Slug and Rising-Head Tests
Rapid permeability assessment in monitoring wells and open boreholes using a solid displacement slug. We use pressure transducers with 0.01-foot resolution and automated data loggers to capture the full recovery curve, then analyze the response using the Bouwer-Rice or Hvorslev solution depending on well geometry.
Infiltration Feasibility & Retention Basin Testing
Multi-depth permeability profiling specifically for stormwater infiltration design under Maricopa County LID guidelines. We combine field hydraulic conductivity with laboratory grain size curves to predict long-term infiltration capacity and assess clogging potential.
Typical parameters
Common questions
What does a field permeability test cost in Scottsdale?

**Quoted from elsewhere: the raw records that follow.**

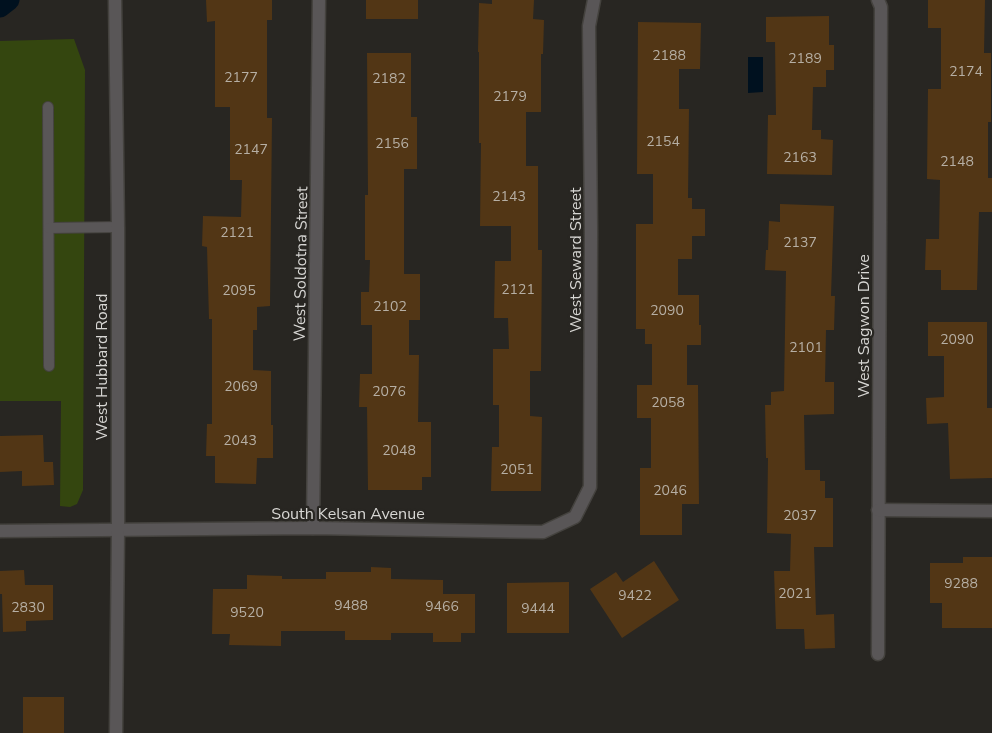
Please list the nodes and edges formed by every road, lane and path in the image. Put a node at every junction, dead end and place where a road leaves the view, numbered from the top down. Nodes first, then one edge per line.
1 (115, 0) edge
2 (319, 0) edge
3 (594, 0) edge
4 (878, 0) edge
5 (48, 107) dead end
6 (118, 227) junction
7 (49, 228) junction
8 (49, 366) dead end
9 (878, 510) junction
10 (992, 511) edge
11 (575, 517) joint
12 (313, 528) junction
13 (118, 531) junction
14 (0, 532) edge
15 (878, 654) dead end
16 (116, 733) edge

1 - 6 street, West Hubbard Road
2 - 12 street, West Soldotna Street
3 - 11 street, West Seward Street
4 - 9 street, West Sagwon Drive
5 - 7 lane
6 - 7 lane
6 - 13 street, West Hubbard Road
7 - 8 lane
9 - 10 street
9 - 15 street, West Sagwon Drive
11 - 12 street, South Kelsan Avenue
12 - 13 street, South Kelsan Avenue
13 - 14 street, South Kelsan Avenue
13 - 16 street, West Hubbard Road

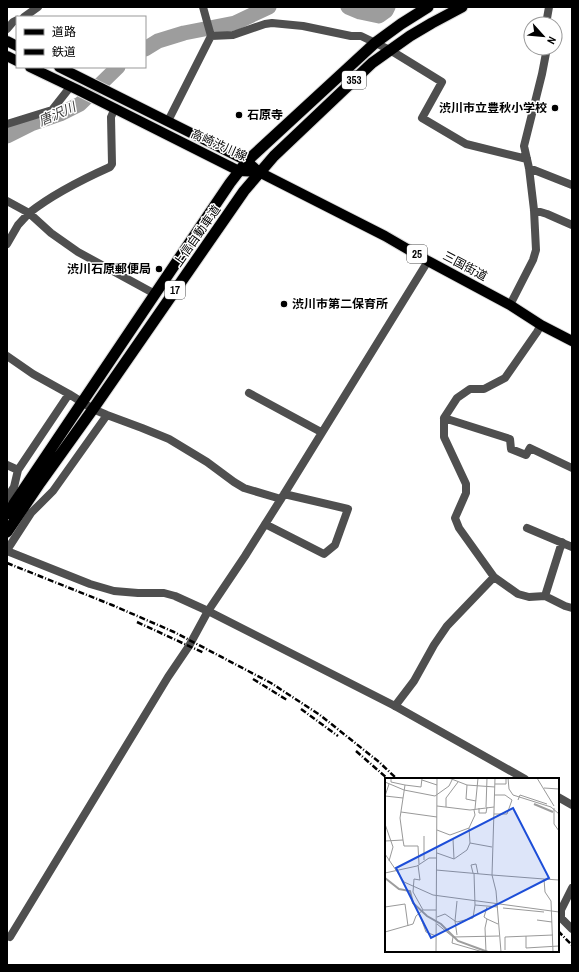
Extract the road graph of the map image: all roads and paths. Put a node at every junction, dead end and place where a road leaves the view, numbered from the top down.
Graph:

A typical Lefranc test program with two to three depth intervals runs between US$690 and US$1,100 per boring, including the drilling time, packer setup, data acquisition, and the engineering report. Lugeon testing in bedrock falls at the higher end of that range because it requires a five-stage pressure sequence and longer equipment setup. The total cost depends on access conditions, depth, and the number of test intervals. We provide a fixed-price proposal after reviewing the geotechnical boring logs and project specifications so there are no surprises.
When does the City of Scottsdale require an in-situ permeability test instead of a standard percolation test?
Scottsdale's engineering design standards require in-situ permeability testing when infiltration is proposed as a stormwater management strategy and the receiving soils are deeper than the standard percolation test depth (typically 24 inches). The Lefranc test also becomes mandatory when groundwater is encountered within 5 feet of the proposed bottom of a retention basin, or when the geotechnical report identifies heterogeneous soils where a simple percolation rate would be unreliable. We coordinate directly with the city's plan review staff to ensure the test program meets the current drainage design manual requirements.
How long does a Lefranc or Lugeon test take in the field?
A single Lefranc test at a discrete depth interval typically takes 45 to 90 minutes of field time once the boring reaches the target depth. That includes packer inflation, saturation of the test zone, and running the constant-head or falling-head sequence until steady-state conditions are achieved. A complete Lugeon test with five pressure stages in bedrock usually requires two to three hours. Most test programs are completed within one working day, and we provide preliminary hydraulic conductivity values within 48 hours of demobilization.
What is the difference between the Lefranc test and the Lugeon test?
The Lefranc test measures hydraulic conductivity in soil or very soft rock using a single constant-head or falling-head stage, and it is the standard method for alluvial and colluvial deposits in the Scottsdale area. The Lugeon test is specifically for fractured rock masses and uses a five-stage pressure sequence (low-medium-high-medium-low) to characterize how fractures open, close, or erode under different hydraulic gradients. We select the method based on the material encountered in the boring. In a typical Scottsdale project near the McDowell Mountains, you might run Lefranc tests through the basin fill and switch to Lugeon once you hit the granite contact.
Can you run permeability tests in existing monitoring wells?
Yes, we perform slug tests and rising-head tests in existing 2-inch or 4-inch monitoring wells using a solid displacement slug and pressure transducer data logging. The analysis uses the Bouwer-Rice method for unconfined conditions or the Hvorslev solution for confined aquifers. This approach is cost-effective for sites that already have a well network installed, though the tested interval is limited to the well screen length rather than a discrete stratum. For new investigations where we need layer-specific values, we recommend drilling a dedicated test boring with packer isolation.